A Corregedoria da Secretaria de Estado do Ambiente e Sustentabilidade do Rio de Janeiro (Seas) instaurou duas sindicâncias administrativas para apurar supostas irregularidades envolvendo servidores da pasta.
As investigações, publicadas no Diário Oficial, abrangem denúncias de uso indevido de veículo oficial, intimidação de uma cidadã, possível existência de “servidor fantasma“, fraude no controle de frequência e suspeita de prática de “rachadinha”.
Uma das apurações, aberta por meio da Portaria SEAS/CORREG nº 08, investiga a utilização irregular de uma caminhonete oficial do Instituto Estadual do Ambiente (Inea).
Carro de luxo teria sido utilizado em desvio de finalidade
De acordo com informações levantadas pelo Ministério Público do Estado do Rio (MPRJ), o veículo, uma Toyota Hilux, foi fotografado estacionado em uma área comercial de Petrópolis, na Região Serrana.
A suspeita é de que o carro estivesse sendo utilizado para fins particulares por um oficial do Corpo de Bombeiros cedido à secretaria e conduzido por seu motorista.
Além do possível desvio de finalidade do bem público, a corregedoria também apura a denúncia de que o motorista ou o oficial teria intimidado uma cidadã ao utilizar a patente militar para ameaçá-la com a aplicação de uma multa de trânsito.
‘Funcionário fantasma’ com suposta atuação ao mesmo tempo em um jornal
A segunda sindicância, instaurada por meio da Portaria SEAS/CORREG nº 07, apura a conduta de um servidor comissionado da área de Educação Ambiental.

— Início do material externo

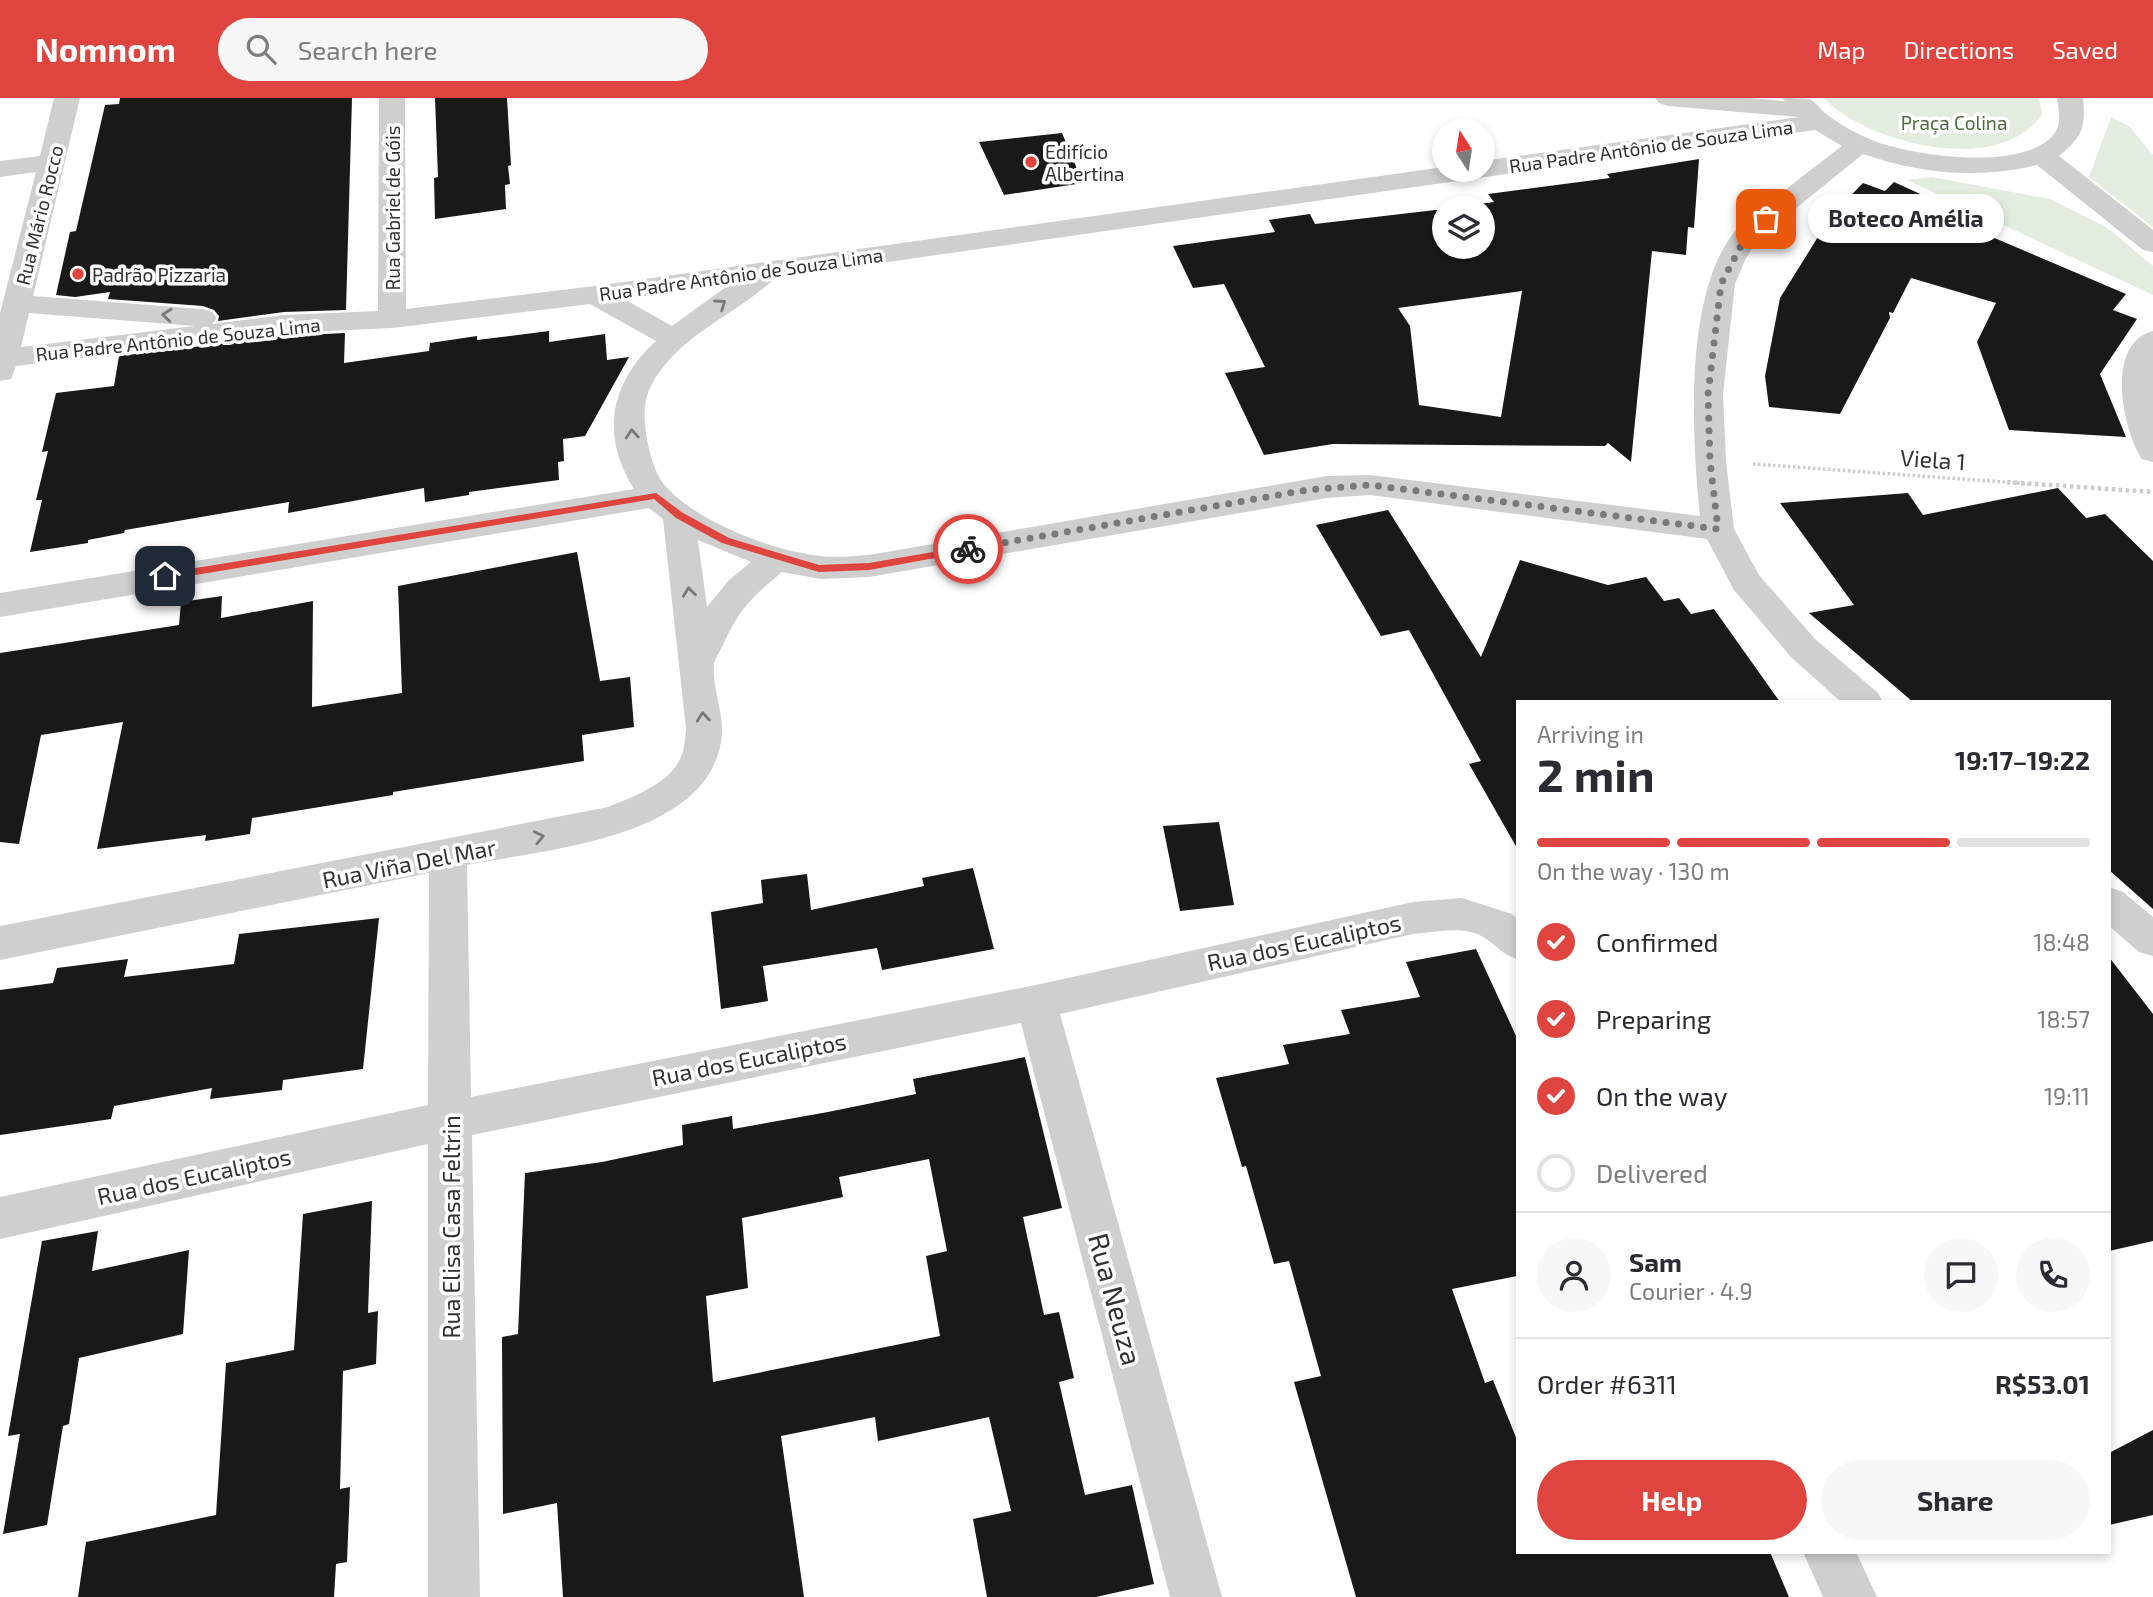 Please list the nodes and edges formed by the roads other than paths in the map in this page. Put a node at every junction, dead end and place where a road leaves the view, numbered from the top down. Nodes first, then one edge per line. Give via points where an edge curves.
1 (67, 98) edge
2 (392, 98) edge
3 (1668, 98) edge
4 (2070, 98) edge
5 (1806, 110) edge
6 (1860, 144) junction
7 (2041, 155) junction
8 (51, 162) junction
9 (1495, 167) edge
10 (0, 169) edge
11 (1432, 177) edge
12 (2153, 244) edge
13 (769, 271) junction
14 (594, 295) junction
15 (17, 303) junction
16 (392, 318) junction
17 (284, 324) junction
18 (673, 338) junction
19 (2153, 340) edge
20 (1, 363) edge
21 (2153, 452) edge
22 (668, 506) junction
23 (1718, 529) junction
24 (776, 558) junction
25 (0, 605) edge
26 (698, 660) junction
27 (1863, 700) edge
28 (448, 856) junction
29 (2111, 905) edge
30 (1508, 934) edge
31 (2153, 940) edge
32 (0, 943) edge
33 (1036, 1002) junction
34 (450, 1120) junction
35 (0, 1218) edge
36 (1829, 1554) edge
37 (453, 1597) edge
38 (1196, 1597) edge
39 (1851, 1597) edge

1 - 8 street, Rua Mário Rocco
2 - 16 street, Rua Gabriel de Góis
3 - 5 street
4 - 7 street via 2075,114 2072,130
5 - 6 street
5 - 9 street, Rua Padre Antônio de Souza Lima
6 - 7 street via 1938,164 2013,163
6 - 23 street via 1747,234 1721,284 1708,394
7 - 12 street
8 - 10 street
8 - 15 street, Rua Mário Rocco
11 - 13 street, Rua Padre Antônio de Souza Lima
13 - 14 street, Rua Padre Antônio de Souza Lima
18 -> 13 street
14 - 16 street, Rua Padre Antônio de Souza Lima
14 - 18 street
17 -> 15 street
15 - 20 street, Rua Mário Rocco
16 - 17 street, Rua Padre Antônio de Souza Lima
17 - 20 street, Rua Padre Antônio de Souza Lima
22 -> 18 street via 642,474 630,436 634,387
19 - 21 street via 2144,346 2135,372
22 - 24 street via 726,541
22 - 25 street
26 -> 22 street, Rua Viña Del Mar
23 - 24 street via 1370,485 1327,487 869,566 819,569
23 - 27 street via 1746,582 1803,648
24 - 26 street via 722,610
28 -> 26 street, Rua Viña Del Mar via 614,821 656,803 684,782 699,759 704,729
28 - 32 street, Rua Viña Del Mar
28 - 34 street, Rua Elisa Casa Feltrin
29 - 31 street
30 - 33 street, Rua dos Eucaliptos via 1462,914 1413,919
33 - 34 street, Rua dos Eucaliptos
33 - 38 street, Rua Neuza
34 - 35 street, Rua dos Eucaliptos
34 - 37 street, Rua Elisa Casa Feltrin
36 - 39 street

A investigação foi aberta após uma auditoria da Controladoria-Geral do Estado (CGE), que classificou a lotação do funcionário como de “alto risco de ineficiência”.
A corregedoria busca esclarecer se o servidor recebia salário sem cumprir a jornada de trabalho e sem exercer as atividades previstas para o cargo.
Entre as suspeitas investigadas estão a atuação simultânea do servidor no jornal “O Fluminense”, em horário incompatível com o expediente na administração pública; possíveis fraudes no registro de frequência com a participação de chefias; a eventual exigência da devolução de parte do salário a terceiros, prática conhecida como “rachadinha”; e a análise do histórico de viagens nacionais e internacionais do investigado.
A responsável pela sindicância solicitou à Polícia Federal os registros de voos do servidor, com o objetivo de comparar as datas das viagens com os períodos em que ele deveria estar exercendo suas funções.
Os dois procedimentos são conduzidos pela servidora efetiva Juliana Bastos de Souza e têm prazo inicial de 30 dias para a conclusão.
Caso sejam identificados indícios de crime ou improbidade administrativa, as informações serão encaminhadas ao Ministério Público e à Corregedoria-Geral do Corpo de Bombeiros.